No começo do mandato, diz um documento, o prefeito encontrou obstáculos dentro e fora da prefeitura: “Pensavam uns que tudo ia bem nas mãos de Nosso Senhor, que administra melhor do que todos nós; outros me davam três meses para levar um tiro”. A dificuldade de arrecadação do município, o que o autor explica por serem todos, prefeitos e contribuintes, mais ou menos compadres, foi um dos desafios em que Graciliano teve sucesso durante a gestão, marcada pelo aumento da receita, mas também pela impopularidade.
Austero com uns, incluindo amigos e familiares, o prefeito registrou gastos com serviços públicos sanitários e de instrução, investiu nos subúrbios e aliviou a arrecadação dos mais pobres, estabelecendo “a equidade que torna o imposto suportável”. “Se eu deixasse em paz o proprietário que abre as cercas de um desgraçado agricultor e lhe transforma em pasto a lavoura, devia enforcarme.” Quanto aos prestadores de serviço da prefeitura, se não foram valorizados pelo gestor, ao menos constam nos relatórios exemplos de indignação com as remunerações pagas a eles (“uns pobres homens que se esfalfam para não perder salários miseráveis”).
O corte de gastos nem sempre era possível, como no contrato para o fornecimento de energia elétrica firmado em outra gestão, no qual a cidade pagava “até a luz da Lua”. “Apesar de ser o negócio referente à claridade, julgo que assinaram aquilo às escuras”, graceja o prefeito. Se era obra importante mas prorrogável, ele adiava, a exemplo da construção do cemitério novo: “Os mortos esperarão mais um tempo. São os munícipes que não reclamam”. E enterrava os recursos na conservação.
“Aí está, em traços largos, o estado em que se encontra a Prefeitura de Palmeira do Índios”, conclui o prefeito no primeiro relatório. Do interior de Alagoas, os documentos chegaram até o editor Augusto Frederico Schmidt, no Rio de Janeiro, que imaginou que quem escreve um relatório de prestação de contas com tamanha graça deveria ter um romance na gaveta. E tinha mesmo.

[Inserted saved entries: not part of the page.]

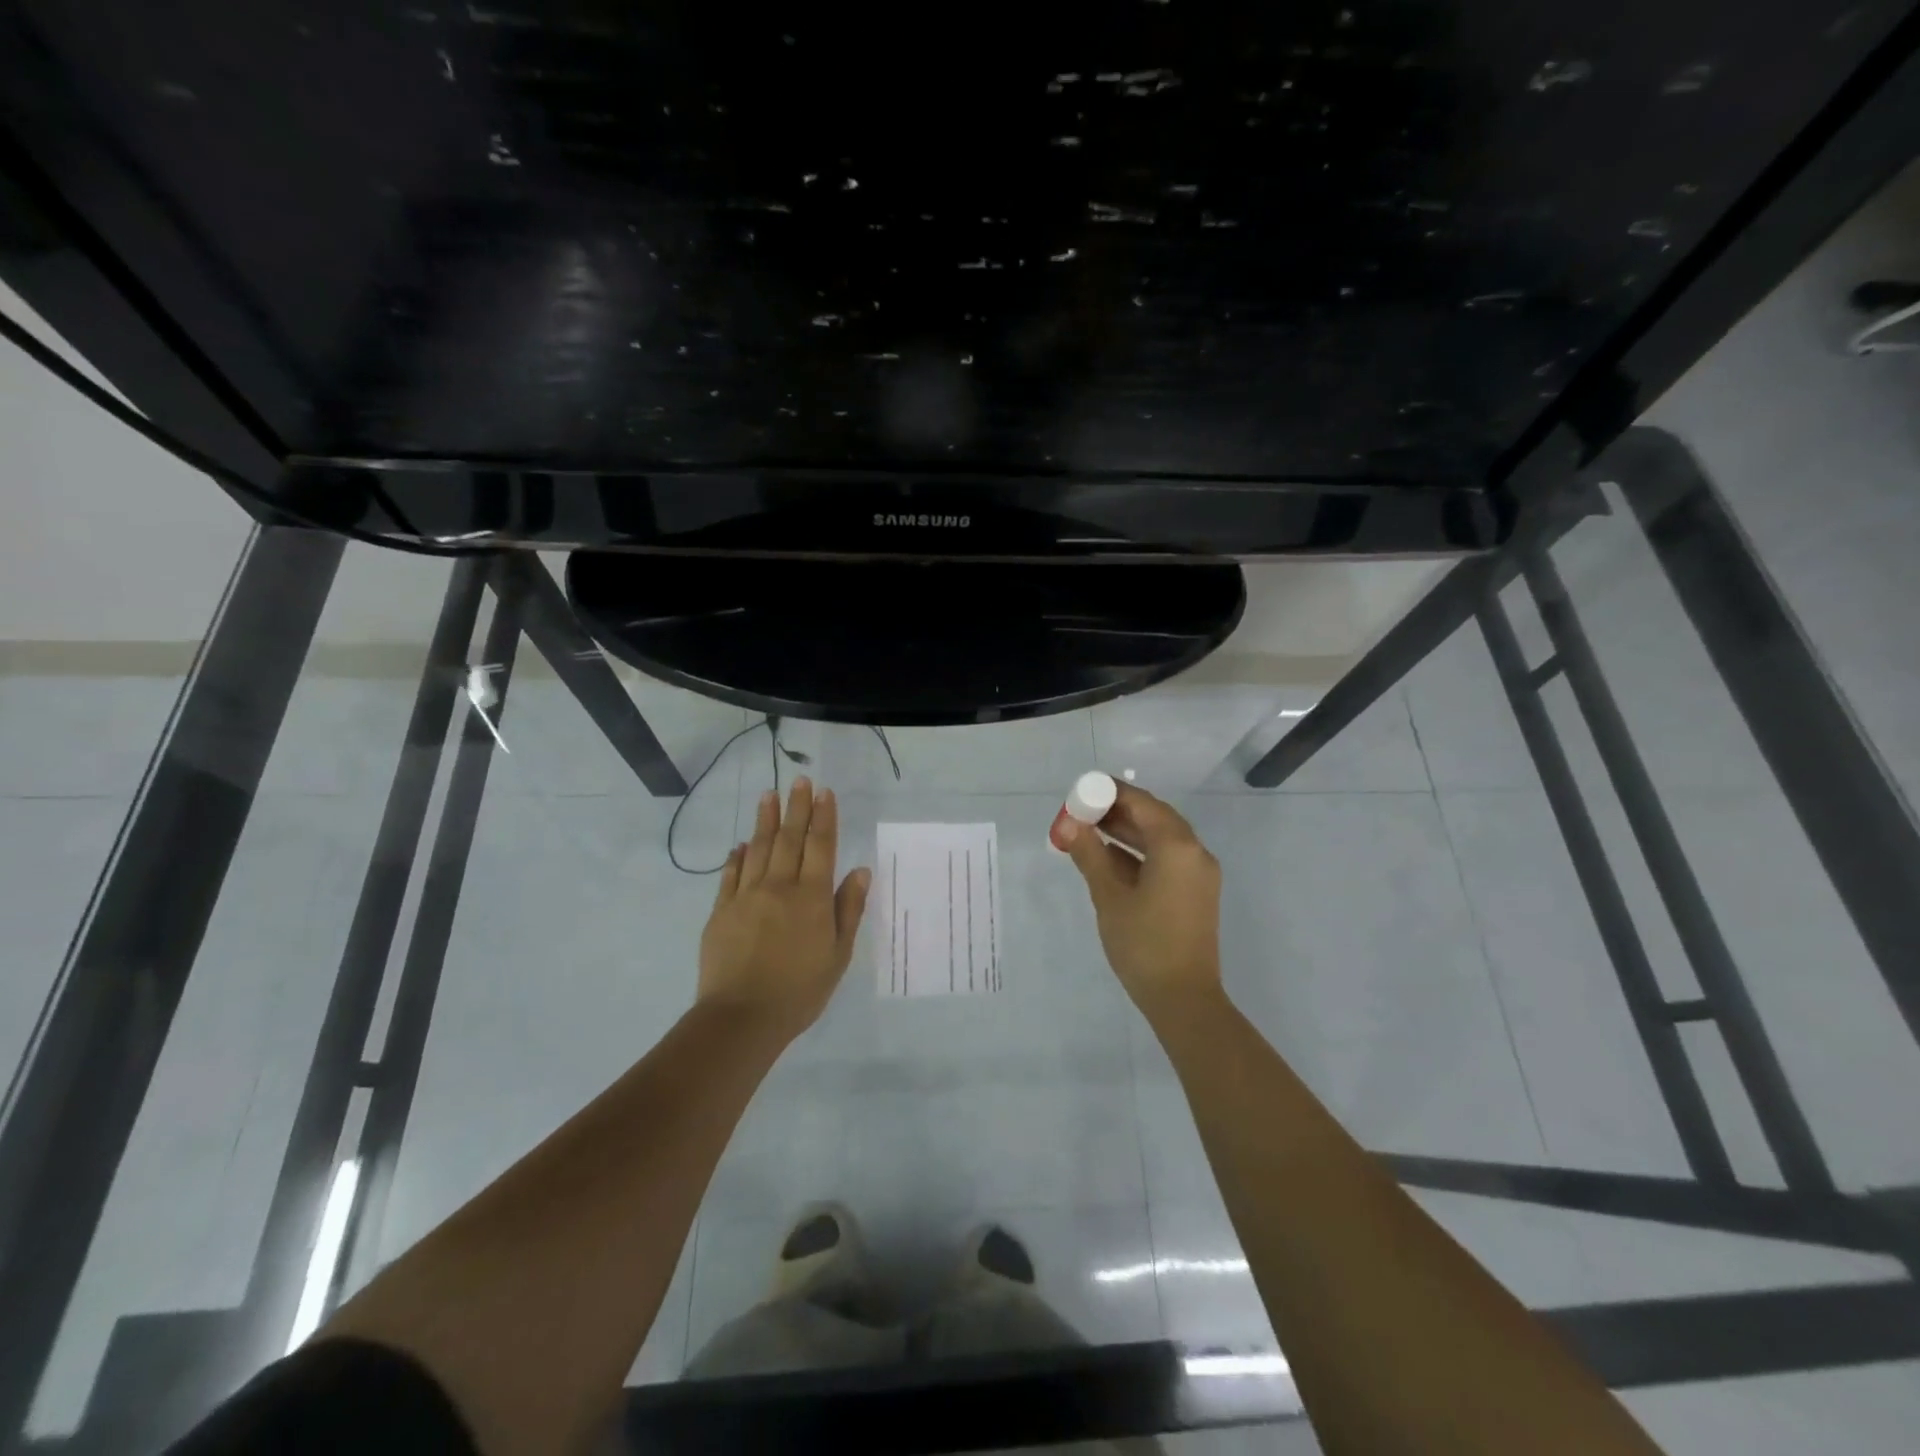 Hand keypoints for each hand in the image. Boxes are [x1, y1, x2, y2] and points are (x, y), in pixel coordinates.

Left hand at [699, 778, 871, 1041]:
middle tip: (799, 780)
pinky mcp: (721, 911)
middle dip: (796, 807)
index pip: (820, 846)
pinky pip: (730, 875)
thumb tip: (860, 870)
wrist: (742, 1017)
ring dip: (765, 820)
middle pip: (789, 839)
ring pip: (757, 849)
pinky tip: (741, 844)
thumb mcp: (838, 955)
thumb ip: (848, 909)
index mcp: (811, 897)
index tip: (824, 792)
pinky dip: (737, 856)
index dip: (824, 817)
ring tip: (769, 795)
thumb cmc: (800, 991)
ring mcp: (746, 896)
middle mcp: (779, 887)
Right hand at [1060, 782, 1222, 1019]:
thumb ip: (1089, 853)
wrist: (1184, 999)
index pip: (1141, 802)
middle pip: (1153, 816)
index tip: (1080, 793)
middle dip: (1116, 811)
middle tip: (1080, 812)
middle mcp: (1195, 852)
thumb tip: (1068, 823)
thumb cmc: (1144, 944)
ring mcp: (1199, 873)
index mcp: (1177, 846)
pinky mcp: (1196, 892)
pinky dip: (1139, 853)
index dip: (1109, 793)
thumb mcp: (1109, 896)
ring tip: (1088, 831)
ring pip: (1160, 838)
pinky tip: (1109, 858)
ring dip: (1126, 832)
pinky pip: (1167, 858) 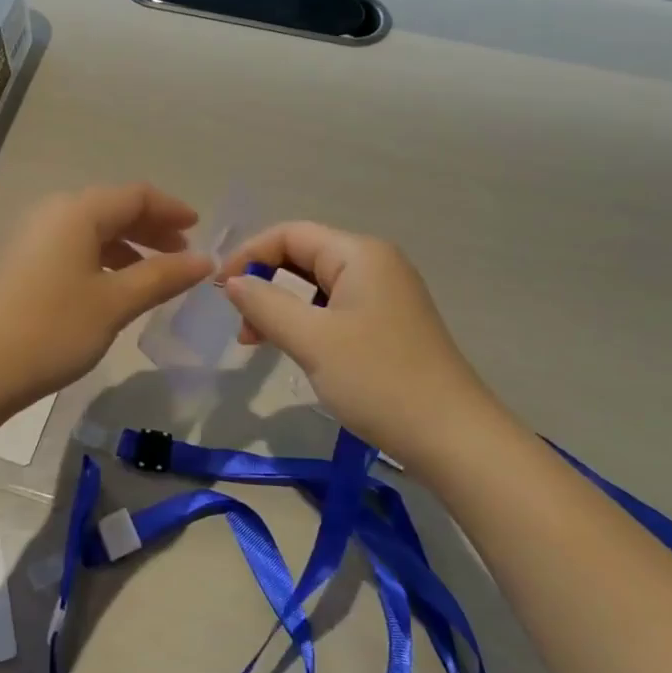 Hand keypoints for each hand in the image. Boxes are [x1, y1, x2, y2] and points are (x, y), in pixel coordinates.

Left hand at [0, 185, 214, 411]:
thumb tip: (204, 260)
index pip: (136, 195)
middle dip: (150, 228)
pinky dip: (98, 258)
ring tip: (151, 276)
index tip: (199, 229)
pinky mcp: (15, 262)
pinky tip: (109, 288)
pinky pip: (68, 246)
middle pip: (111, 208)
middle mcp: (50, 212)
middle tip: (181, 255)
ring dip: (125, 246)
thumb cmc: (52, 329)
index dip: (171, 209)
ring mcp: (28, 236)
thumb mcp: (115, 303)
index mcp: (76, 211)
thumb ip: (162, 277)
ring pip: (89, 229)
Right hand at [219, 222, 497, 463]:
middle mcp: (375, 264)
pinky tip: (295, 349)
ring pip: (318, 286)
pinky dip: (307, 323)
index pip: (291, 234)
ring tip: (259, 343)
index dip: (249, 255)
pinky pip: (335, 309)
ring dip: (283, 307)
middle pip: (304, 257)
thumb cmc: (378, 380)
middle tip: (240, 326)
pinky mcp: (389, 324)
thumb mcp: (312, 340)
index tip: (219, 292)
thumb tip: (232, 282)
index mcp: (360, 254)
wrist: (452, 438)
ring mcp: (385, 295)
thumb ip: (266, 305)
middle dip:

Caetés, o primeiro livro de Graciliano Ramos, foi escrito durante a gestão, e saiu pela editora de Schmidt em 1933. O romance, aliás, se passa em Palmeira dos Índios, e tem como protagonista um guarda-livros que deseja ser escritor e fazer parte da elite social da cidade.
Como uma obra literária inacabada, Graciliano não terminou o mandato, mas seus relatórios deixam reflexões sobre o papel do prefeito, esse cargo cada vez mais esquecido em relação às pautas de política nacional que dominam as conversas nos ônibus e padarias, mas fundamental para o lugar onde a vida acontece, ou seja, o município.
Matando-lhe “o bicho do ouvido”, as reclamações fizeram parte do começo ao fim da gestão do escritor, inclusive colaborando para a renúncia. Mas a indiferença da população à política local não ajudaria Graciliano a construir uma cidade mais próspera e justa. Pelo contrário, o prefeito escreve: “Bem comido, bem bebido, o pobre povo sofredor quer escolas, quer luz, quer estradas, quer higiene. É exigente e resmungão”. A apatia política, em vez disso, tende a buscar soluções tão fáceis quanto falsas, não se importando em destruir o que não afeta mais. É melhor que reclamem.